I am incredibly grateful for the work of my colleagues across the House. In particular, I would like to thank the Minister for Women, the Under-Secretary of State for the Home Department, the hon. Member for Louth and Horncastle (Victoria Atkins), as well as the Under-Secretary of State for Justice, the hon. and learned Member for South East Cambridgeshire (Lucy Frazer) and the Prime Minister herself, all of whom have been supportive throughout the Bill’s passage, from agreeing to back my original Bill to tabling another version when mine was blocked in June. Equally, I am grateful to the many Members who have supported and worked on the Bill, particularly the right hon. Member for Basingstoke (Mrs Miller) and the hon. Member for Walthamstow (Stella Creasy). To have the Bill supported by five parties and the Government—as well as my own colleagues, of course—demonstrates not only how import this issue is but what can be achieved when we work together.
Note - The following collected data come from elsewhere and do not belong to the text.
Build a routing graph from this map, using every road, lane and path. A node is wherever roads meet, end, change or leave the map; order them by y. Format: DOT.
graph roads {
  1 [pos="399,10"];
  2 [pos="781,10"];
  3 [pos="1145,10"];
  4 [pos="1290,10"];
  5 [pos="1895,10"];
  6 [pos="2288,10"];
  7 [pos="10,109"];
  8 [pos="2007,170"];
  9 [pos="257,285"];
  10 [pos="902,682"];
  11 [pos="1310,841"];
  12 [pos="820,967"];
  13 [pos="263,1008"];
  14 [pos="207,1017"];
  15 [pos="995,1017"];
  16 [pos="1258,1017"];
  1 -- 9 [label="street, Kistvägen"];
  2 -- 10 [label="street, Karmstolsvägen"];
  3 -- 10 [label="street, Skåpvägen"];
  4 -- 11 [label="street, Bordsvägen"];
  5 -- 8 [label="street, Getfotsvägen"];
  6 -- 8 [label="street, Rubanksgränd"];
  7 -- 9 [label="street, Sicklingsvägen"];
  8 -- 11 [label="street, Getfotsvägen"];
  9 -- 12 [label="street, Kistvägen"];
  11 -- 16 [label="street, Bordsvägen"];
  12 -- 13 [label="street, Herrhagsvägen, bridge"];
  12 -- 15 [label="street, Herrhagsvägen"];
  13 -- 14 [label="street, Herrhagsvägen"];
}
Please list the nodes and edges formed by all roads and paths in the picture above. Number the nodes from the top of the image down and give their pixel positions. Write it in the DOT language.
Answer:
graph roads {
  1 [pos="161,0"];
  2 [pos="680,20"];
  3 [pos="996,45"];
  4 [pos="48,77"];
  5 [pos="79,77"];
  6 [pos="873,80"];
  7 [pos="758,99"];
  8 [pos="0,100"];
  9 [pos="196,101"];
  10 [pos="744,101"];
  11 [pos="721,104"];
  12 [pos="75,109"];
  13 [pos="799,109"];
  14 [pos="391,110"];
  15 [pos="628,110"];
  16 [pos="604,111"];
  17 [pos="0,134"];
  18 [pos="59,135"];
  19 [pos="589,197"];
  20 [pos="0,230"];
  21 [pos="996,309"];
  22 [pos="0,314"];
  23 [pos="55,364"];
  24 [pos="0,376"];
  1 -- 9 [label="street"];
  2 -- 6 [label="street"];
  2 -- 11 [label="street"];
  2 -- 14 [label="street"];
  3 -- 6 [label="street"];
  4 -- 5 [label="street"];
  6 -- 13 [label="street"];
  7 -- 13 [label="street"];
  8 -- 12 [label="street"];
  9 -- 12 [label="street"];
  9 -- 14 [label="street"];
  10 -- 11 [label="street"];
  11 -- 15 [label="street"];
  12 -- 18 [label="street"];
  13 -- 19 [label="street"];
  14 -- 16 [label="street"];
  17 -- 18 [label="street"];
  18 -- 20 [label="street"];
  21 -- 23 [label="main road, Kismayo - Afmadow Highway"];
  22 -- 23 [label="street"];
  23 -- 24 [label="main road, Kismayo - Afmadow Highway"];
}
There are many unnamed and unsung heroes in this place. By this I mean our staff who support us, and I want to put on record my particular thanks to my parliamentary assistant, Jess Clayton. Without her passion, her enthusiasm, her thoroughness—at one point, she knew a lot more about upskirting than I did—and her help and support, we would not be here today. So I thank Jess Clayton, my parliamentary assistant. Primarily, though, the Bill is a credit to all those who are seen as everyday ordinary women who have achieved something extraordinary. By campaigning, by pressuring those in power and by protesting—with pants!—when the campaign faced adversity, they have ensured that upskirting will become what it deserves to be: a specific sexual offence.